It is acyclic. No sequence of edges starting at a node returns to that same node. Acyclicity is not a mere formality; it is a discipline. A cycle in the learning graph means a concept depends on itself transitively, which means there is no order in which a learner could encounter the concepts for the first time. The graph is telling us the decomposition is wrong and asking us to break the cycle.

It is labeled. Each node carries metadata — a canonical name, a short definition, a taxonomy tag, a chapter assignment, a Bloom level, a status flag. Each edge carries optional metadata — the kind of dependency (conceptual, notational, procedural) and a short justification.

DAG Structure

A DAG structure — directed acyclic graph — is the mathematical object underlying the learning graph. Its properties are worth stating carefully because they directly enable the pipeline stages that come later.

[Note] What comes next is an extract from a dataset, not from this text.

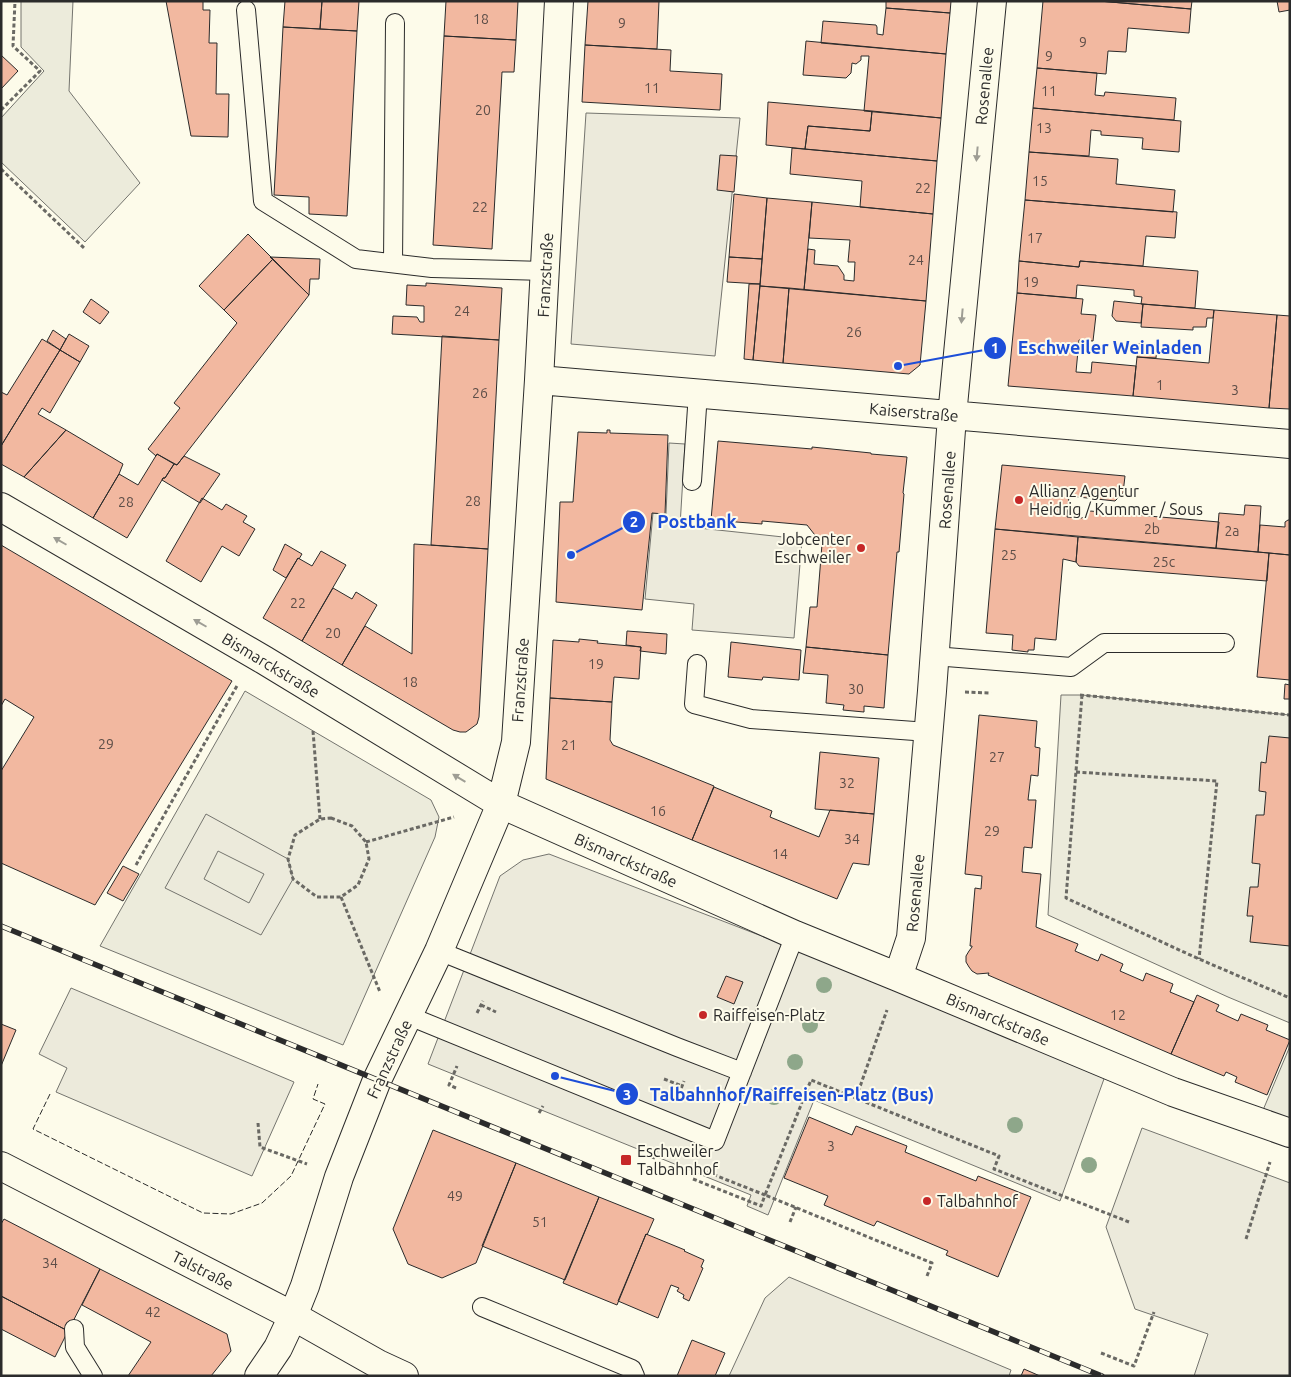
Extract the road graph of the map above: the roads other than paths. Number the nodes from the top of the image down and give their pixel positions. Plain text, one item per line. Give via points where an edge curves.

Topological ordering. A DAG admits at least one topological ordering — a linear ordering of the nodes such that every edge goes from later to earlier in the ordering (if we read the edge as "dependent → prerequisite"). A topological order is exactly the order in which concepts can be taught: every concept appears after all of its prerequisites. A graph with a cycle has no topological order, which is one concrete reason acyclicity matters.

Transitive reduction. A DAG can be reduced to its transitive reduction — the minimum set of edges that preserves reachability. If A depends on B and B depends on C, the direct edge A → C is transitively redundant: the dependency is already implied by A → B → C. Maintaining the transitive reduction keeps the visual graph readable and prevents an edge explosion as the concept count grows. The learning-graph-generator skill produces both the full dependency graph and the transitive reduction, and the graph viewer defaults to the reduction.

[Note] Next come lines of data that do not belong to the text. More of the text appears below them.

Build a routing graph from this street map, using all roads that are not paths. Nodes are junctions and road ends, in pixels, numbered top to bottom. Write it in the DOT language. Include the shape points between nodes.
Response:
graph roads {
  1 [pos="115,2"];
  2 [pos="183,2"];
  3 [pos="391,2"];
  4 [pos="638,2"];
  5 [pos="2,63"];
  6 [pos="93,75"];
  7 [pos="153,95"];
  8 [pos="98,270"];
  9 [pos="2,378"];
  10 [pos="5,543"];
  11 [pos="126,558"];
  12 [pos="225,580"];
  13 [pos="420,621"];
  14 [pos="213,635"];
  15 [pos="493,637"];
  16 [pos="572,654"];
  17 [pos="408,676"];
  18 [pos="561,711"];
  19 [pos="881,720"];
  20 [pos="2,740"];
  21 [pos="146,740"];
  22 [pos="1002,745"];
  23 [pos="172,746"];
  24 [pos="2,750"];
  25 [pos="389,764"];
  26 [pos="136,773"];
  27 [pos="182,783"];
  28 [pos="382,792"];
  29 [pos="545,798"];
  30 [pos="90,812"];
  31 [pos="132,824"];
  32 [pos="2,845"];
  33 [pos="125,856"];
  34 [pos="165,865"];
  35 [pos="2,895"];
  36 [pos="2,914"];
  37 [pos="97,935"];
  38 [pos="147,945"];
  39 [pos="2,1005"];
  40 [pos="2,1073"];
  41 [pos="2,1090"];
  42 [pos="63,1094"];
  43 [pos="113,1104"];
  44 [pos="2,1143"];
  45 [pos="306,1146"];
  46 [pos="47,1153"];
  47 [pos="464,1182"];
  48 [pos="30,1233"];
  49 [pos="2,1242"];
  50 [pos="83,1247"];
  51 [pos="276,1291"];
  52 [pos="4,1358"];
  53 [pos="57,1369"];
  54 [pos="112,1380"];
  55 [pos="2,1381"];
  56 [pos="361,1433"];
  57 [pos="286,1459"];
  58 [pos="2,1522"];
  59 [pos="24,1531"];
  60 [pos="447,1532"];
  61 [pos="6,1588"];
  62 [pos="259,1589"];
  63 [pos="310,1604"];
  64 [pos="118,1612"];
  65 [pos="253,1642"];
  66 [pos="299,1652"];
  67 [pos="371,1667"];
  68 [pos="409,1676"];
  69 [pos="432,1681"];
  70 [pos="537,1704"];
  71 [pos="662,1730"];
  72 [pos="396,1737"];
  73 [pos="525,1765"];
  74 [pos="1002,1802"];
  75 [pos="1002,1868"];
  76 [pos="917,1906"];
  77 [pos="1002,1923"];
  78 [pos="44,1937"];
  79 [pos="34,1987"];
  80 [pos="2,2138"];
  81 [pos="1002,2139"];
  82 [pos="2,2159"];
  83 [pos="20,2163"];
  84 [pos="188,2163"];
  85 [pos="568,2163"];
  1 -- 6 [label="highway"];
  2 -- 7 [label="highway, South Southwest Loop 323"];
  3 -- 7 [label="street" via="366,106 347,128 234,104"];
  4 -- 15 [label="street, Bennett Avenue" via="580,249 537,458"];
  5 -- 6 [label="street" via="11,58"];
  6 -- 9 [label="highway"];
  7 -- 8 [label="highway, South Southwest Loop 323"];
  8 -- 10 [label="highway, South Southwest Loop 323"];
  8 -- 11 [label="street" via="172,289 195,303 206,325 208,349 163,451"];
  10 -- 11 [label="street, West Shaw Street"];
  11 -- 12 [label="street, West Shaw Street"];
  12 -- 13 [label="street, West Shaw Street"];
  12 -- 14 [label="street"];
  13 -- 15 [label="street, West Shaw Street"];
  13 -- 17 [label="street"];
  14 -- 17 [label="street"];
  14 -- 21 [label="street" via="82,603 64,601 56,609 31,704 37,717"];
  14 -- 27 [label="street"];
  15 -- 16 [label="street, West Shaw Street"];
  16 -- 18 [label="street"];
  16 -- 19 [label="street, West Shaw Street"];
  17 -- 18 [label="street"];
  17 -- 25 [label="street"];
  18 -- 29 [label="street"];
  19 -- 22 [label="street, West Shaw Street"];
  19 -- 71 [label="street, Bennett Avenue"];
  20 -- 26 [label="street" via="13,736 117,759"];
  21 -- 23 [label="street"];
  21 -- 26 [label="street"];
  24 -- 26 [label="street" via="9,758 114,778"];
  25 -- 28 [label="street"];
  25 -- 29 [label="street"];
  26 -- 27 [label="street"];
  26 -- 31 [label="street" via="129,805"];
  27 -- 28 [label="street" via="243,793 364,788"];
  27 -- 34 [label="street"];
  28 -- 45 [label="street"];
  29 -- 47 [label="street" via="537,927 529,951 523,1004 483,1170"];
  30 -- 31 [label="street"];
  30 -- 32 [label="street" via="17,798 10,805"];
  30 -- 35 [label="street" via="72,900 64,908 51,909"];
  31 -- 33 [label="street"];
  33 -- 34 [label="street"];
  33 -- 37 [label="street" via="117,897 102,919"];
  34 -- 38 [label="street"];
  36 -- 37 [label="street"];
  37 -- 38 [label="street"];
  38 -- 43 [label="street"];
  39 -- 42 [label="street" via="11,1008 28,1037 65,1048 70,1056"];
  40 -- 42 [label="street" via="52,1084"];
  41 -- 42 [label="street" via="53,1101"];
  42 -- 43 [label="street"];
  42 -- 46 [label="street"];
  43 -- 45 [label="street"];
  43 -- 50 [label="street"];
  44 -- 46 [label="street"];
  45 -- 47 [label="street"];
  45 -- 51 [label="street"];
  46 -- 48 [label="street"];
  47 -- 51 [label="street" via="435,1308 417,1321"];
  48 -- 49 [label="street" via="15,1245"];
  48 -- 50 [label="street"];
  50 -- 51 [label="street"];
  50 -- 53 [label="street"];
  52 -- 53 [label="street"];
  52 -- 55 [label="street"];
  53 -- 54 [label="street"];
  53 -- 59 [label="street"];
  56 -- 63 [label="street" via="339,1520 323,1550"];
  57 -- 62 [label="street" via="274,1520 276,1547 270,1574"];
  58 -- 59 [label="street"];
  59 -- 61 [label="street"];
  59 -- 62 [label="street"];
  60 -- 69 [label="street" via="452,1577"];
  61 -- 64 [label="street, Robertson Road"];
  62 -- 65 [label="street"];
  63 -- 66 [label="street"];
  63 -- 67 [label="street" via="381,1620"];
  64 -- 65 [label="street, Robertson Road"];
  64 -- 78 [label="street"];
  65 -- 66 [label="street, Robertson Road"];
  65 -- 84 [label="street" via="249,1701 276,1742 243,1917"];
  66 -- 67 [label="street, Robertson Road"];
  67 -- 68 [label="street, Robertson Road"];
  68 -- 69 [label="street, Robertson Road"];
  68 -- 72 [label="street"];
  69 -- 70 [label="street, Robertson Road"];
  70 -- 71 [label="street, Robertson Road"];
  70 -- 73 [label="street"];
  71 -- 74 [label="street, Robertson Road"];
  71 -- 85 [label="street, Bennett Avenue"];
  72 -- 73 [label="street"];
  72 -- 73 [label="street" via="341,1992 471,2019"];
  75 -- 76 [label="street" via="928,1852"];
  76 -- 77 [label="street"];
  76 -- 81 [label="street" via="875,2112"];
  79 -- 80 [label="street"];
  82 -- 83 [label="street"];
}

Multiple valid orderings. A DAG with 200 concepts typically admits many topological orderings. The chapter-structuring skill uses this freedom to allocate concepts to chapters in a way that balances chapter length, groups thematically related concepts, and respects pedagogical constraints that the bare dependency structure does not encode. Two textbooks with identical learning graphs can legitimately differ in chapter order.

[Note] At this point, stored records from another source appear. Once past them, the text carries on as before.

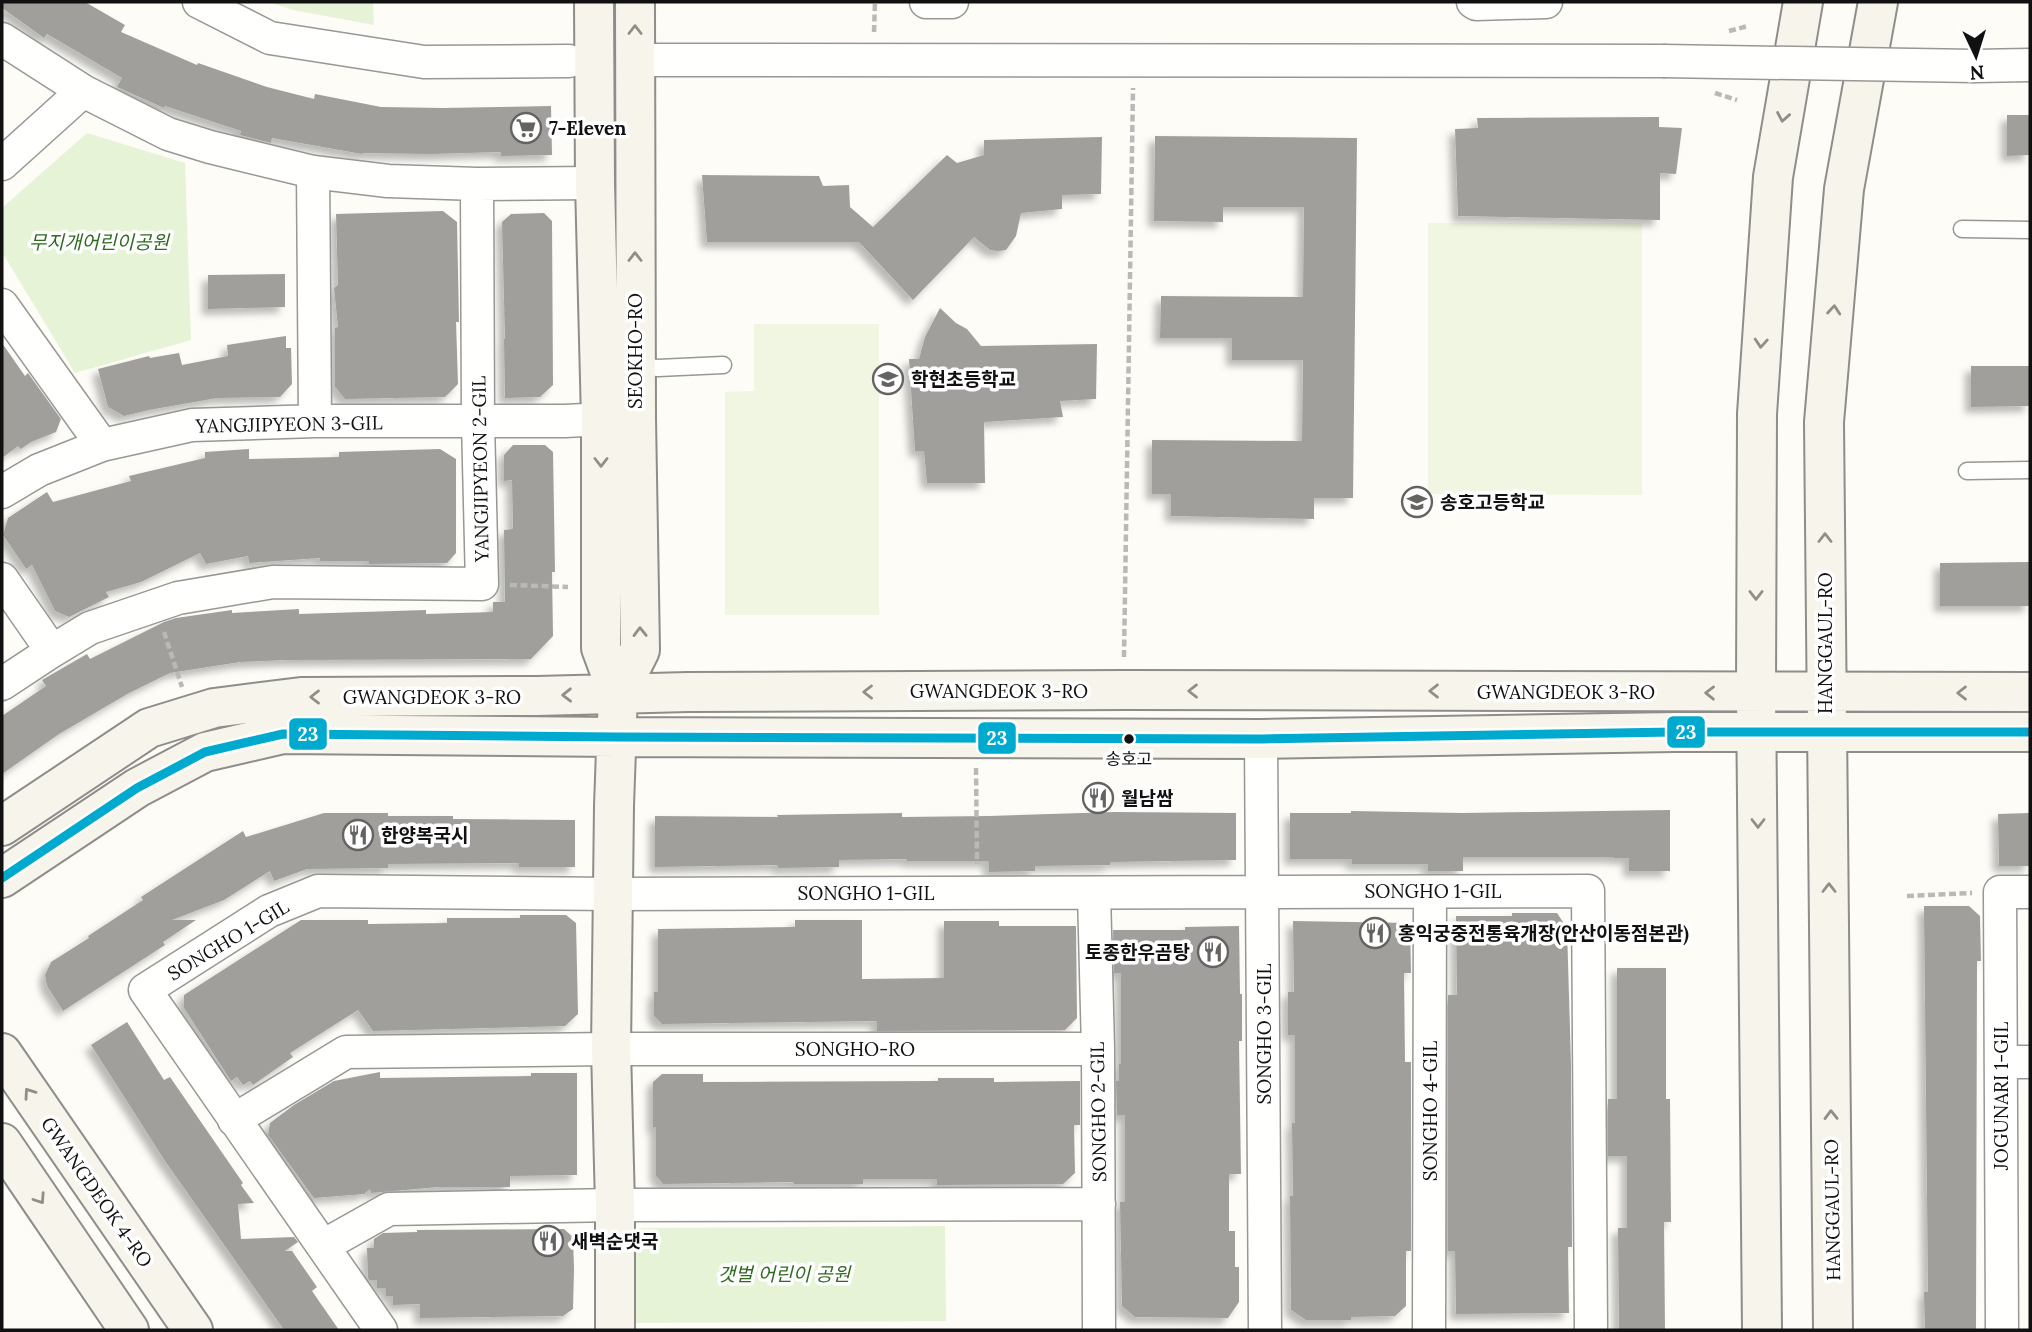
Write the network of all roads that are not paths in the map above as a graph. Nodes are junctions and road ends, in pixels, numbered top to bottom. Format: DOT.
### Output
graph roads {
  1 [pos="199,2"];
  2 [pos="594,2"];
  3 [pos="635,2"];
  4 [pos="926,2"];
  5 [pos="952,2"];
  6 [pos="1473,2"];
  7 [pos="1546,2"];
  8 [pos="1803,2"];
  9 [pos="1878,2"];
  10 [pos="2,39"];
  11 [pos="653,60"];
  12 [pos="569,61"];
  13 [pos="2030,65"];
  14 [pos="83,92"];
  15 [pos="2,164"];
  16 [pos="313,172"];
  17 [pos="595,183"];
  18 [pos="477,184"];
  19 [pos="1962,229"];
  20 [pos="2030,230"];
  21 [pos="2,305"];
  22 [pos="617,365"];
  23 [pos="723,365"];
  24 [pos="618,418"];
  25 [pos="315,421"];
  26 [pos="478,422"];
  27 [pos="102,445"];
  28 [pos="2030,470"];
  29 [pos="1967,471"];
  30 [pos="2,492"];
  31 [pos="2,579"];
  32 [pos="52,651"];
  33 [pos="2,684"];
  34 [pos="2030,692"];
  35 [pos="1756,693"];
  36 [pos="1825,693"];
  37 [pos="618,695"];
  38 [pos="1757,732"];
  39 [pos="2030,732"];
  40 [pos="1826,733"];
  41 [pos="616,737"];
  42 [pos="1261,739"];
  43 [pos="2,826"];
  44 [pos="2,878"];
  45 [pos="1264,891"];
  46 [pos="1430,892"];
  47 [pos="2015,892"];
  48 [pos="1094,893"];
  49 [pos="613,894"];
  50 [pos="611,1049"];
  51 [pos="1098,1049"];
  52 [pos="2,1053"];
  53 [pos="2016,1062"];
  54 [pos="234,1120"];
  55 [pos="2,1143"];
  56 [pos="1099,1204"];
  57 [pos="615,1205"];
  58 [pos="323,1246"];
  59 [pos="129,1330"];
  60 [pos="193,1330"];
  61 [pos="381,1330"];
  62 [pos="615,1330"];
  63 [pos="1099,1330"];
  64 [pos="1265,1330"];
  65 [pos="1429,1330"];
  66 [pos="1591,1330"];
  67 [pos="1762,1330"];
  68 [pos="1833,1330"];
  69 [pos="2002,1330"];
  1 -- 12 [label="street"];
  2 -- 17 [label="main road, SEOKHO-RO"];
  22 -- 3 [label="main road, SEOKHO-RO, one-way"];
  4 -- 5 [label="street"];
  6 -- 7 [label="street"];
  8 -- 35 [label="main road, one-way"];
  36 -- 9 [label="main road, HANGGAUL-RO, one-way"];
  10 -- 14 [label="street"];
  11 -- 13 [label="street, bridge"];
  14 -- 15 [label="street"];
  14 -- 16 [label="street"];
  16 -- 18 [label="street"];
  16 -- 25 [label="street"];
  17 -- 18 [label="street"];
  17 -- 22 [label="main road, SEOKHO-RO"];
  18 -- 26 [label="street, YANGJIPYEON 2-GIL"];
  19 -- 20 [label="lane"];
  21 -- 27 [label="street"];
  22 -- 23 [label="lane"];
  22 -- 24 [label="main road, SEOKHO-RO"];
  24 -- 26 [label="street, YANGJIPYEON 3-GIL"];
  24 -- 37 [label="main road, SEOKHO-RO, one-way"];
  37 -- 24 [label="main road, SEOKHO-RO, one-way"];
  25 -- 26 [label="street, YANGJIPYEON 3-GIL"];
  25 -- 27 [label="street, YANGJIPYEON 3-GIL"];
  26 -- 32 [label="street, YANGJIPYEON 2-GIL"];
  27 -- 30 [label="street, YANGJIPYEON 3-GIL"];
  28 -- 29 [label="lane"];
  31 -- 32 [label="street"];
  32 -- 33 [label="street, YANGJIPYEON 2-GIL"];
  34 -- 36 [label="main road, GWANGDEOK 3-RO, one-way"];
  35 -- 36 [label="main road, GWANGDEOK 3-RO"];
  35 -- 37 [label="main road, GWANGDEOK 3-RO, one-way"];
  35 -- 38 [label="main road"];
  36 -- 40 [label="main road, HANGGAUL-RO"];
  37 -- 41 [label="main road, SEOKHO-RO"];
  37 -- 43 [label="main road, GWANGDEOK 3-RO, one-way"];
  38 -- 40 [label="main road, GWANGDEOK 3-RO"];
  38 -- 42 [label="main road, GWANGDEOK 3-RO"];
  38 -- 67 [label="main road, one-way"];
  39 -- 40 [label="main road, GWANGDEOK 3-RO"];
  68 -- 40 [label="main road, HANGGAUL-RO, one-way"];
  41 -- 42 [label="main road, GWANGDEOK 3-RO"];
  41 -- 44 [label="main road, GWANGDEOK 3-RO"];
  41 -- 49 [label="main road"];
  42 -- 45 [label="street, SONGHO 3-GIL"];
  45 -- 46 [label="street, SONGHO 1-GIL"];
  45 -- 48 [label="street, SONGHO 1-GIL"];
  45 -- 64 [label="street, SONGHO 3-GIL"];
  46 -- 65 [label="street, SONGHO 4-GIL"];
  46 -- 66 [label="street, SONGHO 1-GIL"];
  47 -- 53 [label="street, JOGUNARI 1-GIL"];
  48 -- 49 [label="street, SONGHO 1-GIL"];
  48 -- 51 [label="street, SONGHO 2-GIL"];
  49 -- 50 [label="main road"];
  49 -- 54 [label="street, SONGHO 1-GIL"];
  50 -- 51 [label="street, SONGHO-RO"];
  50 -- 54 [label="street, SONGHO-RO"];
  50 -- 57 [label="main road"];
  51 -- 56 [label="street, SONGHO 2-GIL"];
  60 -- 52 [label="main road, GWANGDEOK 4-RO, one-way"];
  53 -- 69 [label="street, JOGUNARI 1-GIL"];
  54 -- 58 [label="street, SONGHO 1-GIL"];
  55 -- 59 [label="main road, one-way"];
  56 -- 57 [label="street"];
  56 -- 63 [label="street, SONGHO 2-GIL"];
  57 -- 58 [label="street"];
  57 -- 62 [label="main road"];
  58 -- 61 [label="street, SONGHO 1-GIL"];
}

Diagram: A Small Learning Graph, Its Topological Ordering, and Its Transitive Reduction

Side-by-side diagram showing a small sample learning graph with eight concepts, one valid topological ordering numbered along the left, and the graph's transitive reduction with the redundant edges grayed out

Type: diagram sim-id: dag-topological-reduction
Library: Mermaid
Status: Specified

A Mermaid flowchart TD diagram composed of two side-by-side panels sharing the same eight-concept graph. Nodes: Working Memory, Chunking, Schema, Retrieval Practice, Spacing Effect, Desirable Difficulty, Deliberate Practice, Transfer. Edges (from dependent to prerequisite, per project convention): Chunking → Working Memory; Schema → Chunking; Retrieval Practice → Working Memory; Spacing Effect → Retrieval Practice; Desirable Difficulty → Spacing Effect; Desirable Difficulty → Retrieval Practice; Deliberate Practice → Desirable Difficulty; Deliberate Practice → Schema; Transfer → Schema; Transfer → Deliberate Practice.

Left panel: the full graph with every edge shown. A numbered list along the left margin shows one valid topological ordering — Working Memory (1), Chunking (2), Schema (3), Retrieval Practice (4), Spacing Effect (5), Desirable Difficulty (6), Deliberate Practice (7), Transfer (8) — with the note "one of several valid orderings."

Right panel: the same graph with transitively redundant edges de-emphasized (rendered as dashed gray lines). The candidate for reduction is the Desirable Difficulty → Retrieval Practice edge, which is already implied by Desirable Difficulty → Spacing Effect → Retrieval Practice. A caption explains that the transitive reduction preserves reachability with fewer edges and is what the graph viewer renders by default.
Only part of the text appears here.